The vaccination gap between counties that voted for Trump versus those that went for Biden is a stark 11.7 percent.

Doctor Scott Harris, Alabama's State Health Officer, discusses his state's vaccination data in his office on June 29, 2021, in Montgomery, Alabama.

A new analysis of Centers for Disease Control and Prevention (CDC) data by the Kaiser Family Foundation (KFF) shows that the Republican-Democrat divide in COVID vaccination rates is stark — and growing.

In April, according to the analysis, counties that voted for Donald Trump in the 2020 election had a 20.6 percent vaccination rate while counties that voted for Joe Biden had a 22.8 percent vaccination rate. By May, the red counties had a 28.5 percent rate of vaccination while the blue counties had a 35.0 percent rate.
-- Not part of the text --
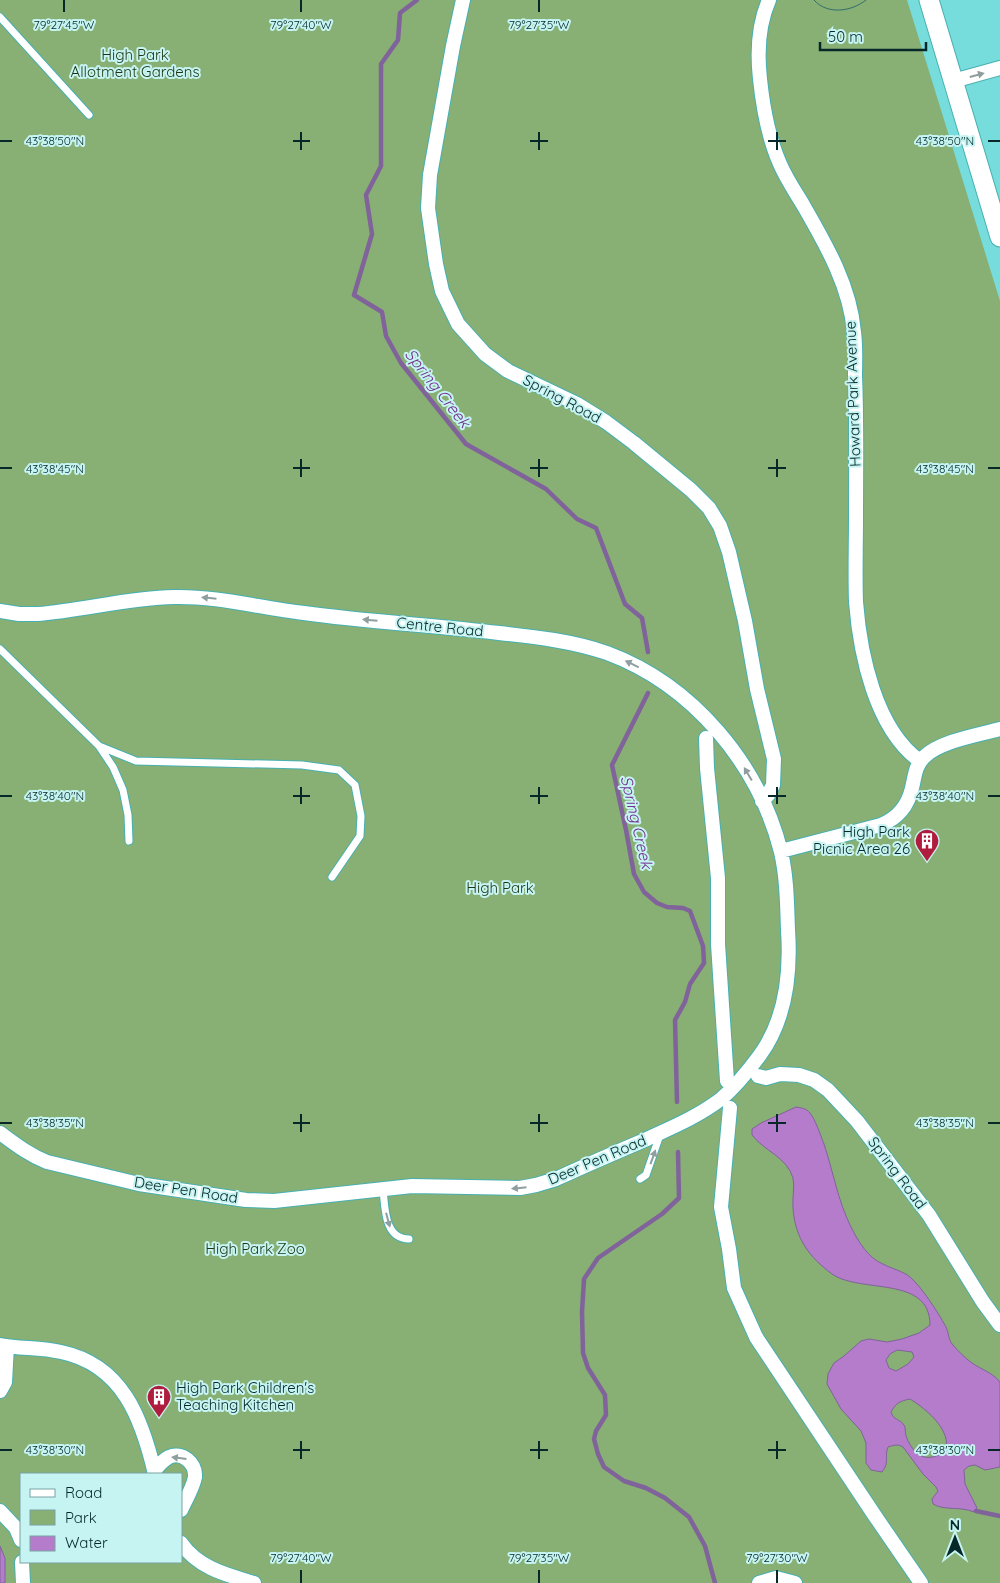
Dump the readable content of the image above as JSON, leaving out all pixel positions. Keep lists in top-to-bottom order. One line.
{"streets":{"street":["Howard Park Avenue","Spring Road","Centre Road","Deer Pen Road"]},"crossings":[["Spring Road","Centre Road"],["Spring Road","Deer Pen Road"]],"one_way":["Centre Road"],"water":["Spring Creek"],"parks":["High Park Allotment Gardens","High Park","High Park Zoo"],"places":{"building":["High Park Picnic Area 26","High Park Children's Teaching Kitchen"]},"legend":["Road","Park","Water"],"scale_bar":"50 m","north":"top","coordinates":["79°27'45\"W","79°27'40\"W","79°27'35\"W","43°38'50\"N","43°38'45\"N","43°38'40\"N","43°38'35\"N","43°38'30\"N","79°27'30\"W"]}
And on July 6, KFF found, counties that went for Trump had a vaccination rate of 35.0 percent while those that went for Biden had a rate of 46.7 percent. The percentage gap between counties that voted Republican versus Democrat, in other words, rose from 2.2 percent to 11.7 percent in just over 10 weeks.

“These findings show a widening divide of communities at risk for COVID-19 along partisan lines,” wrote KFF.

One way to convince more Republicans to trust getting vaccinated, KFF wrote, could be to encourage doctors and employers to provide information on the vaccines. Republicans trust these sources over government officials, previous polling from KFF has found.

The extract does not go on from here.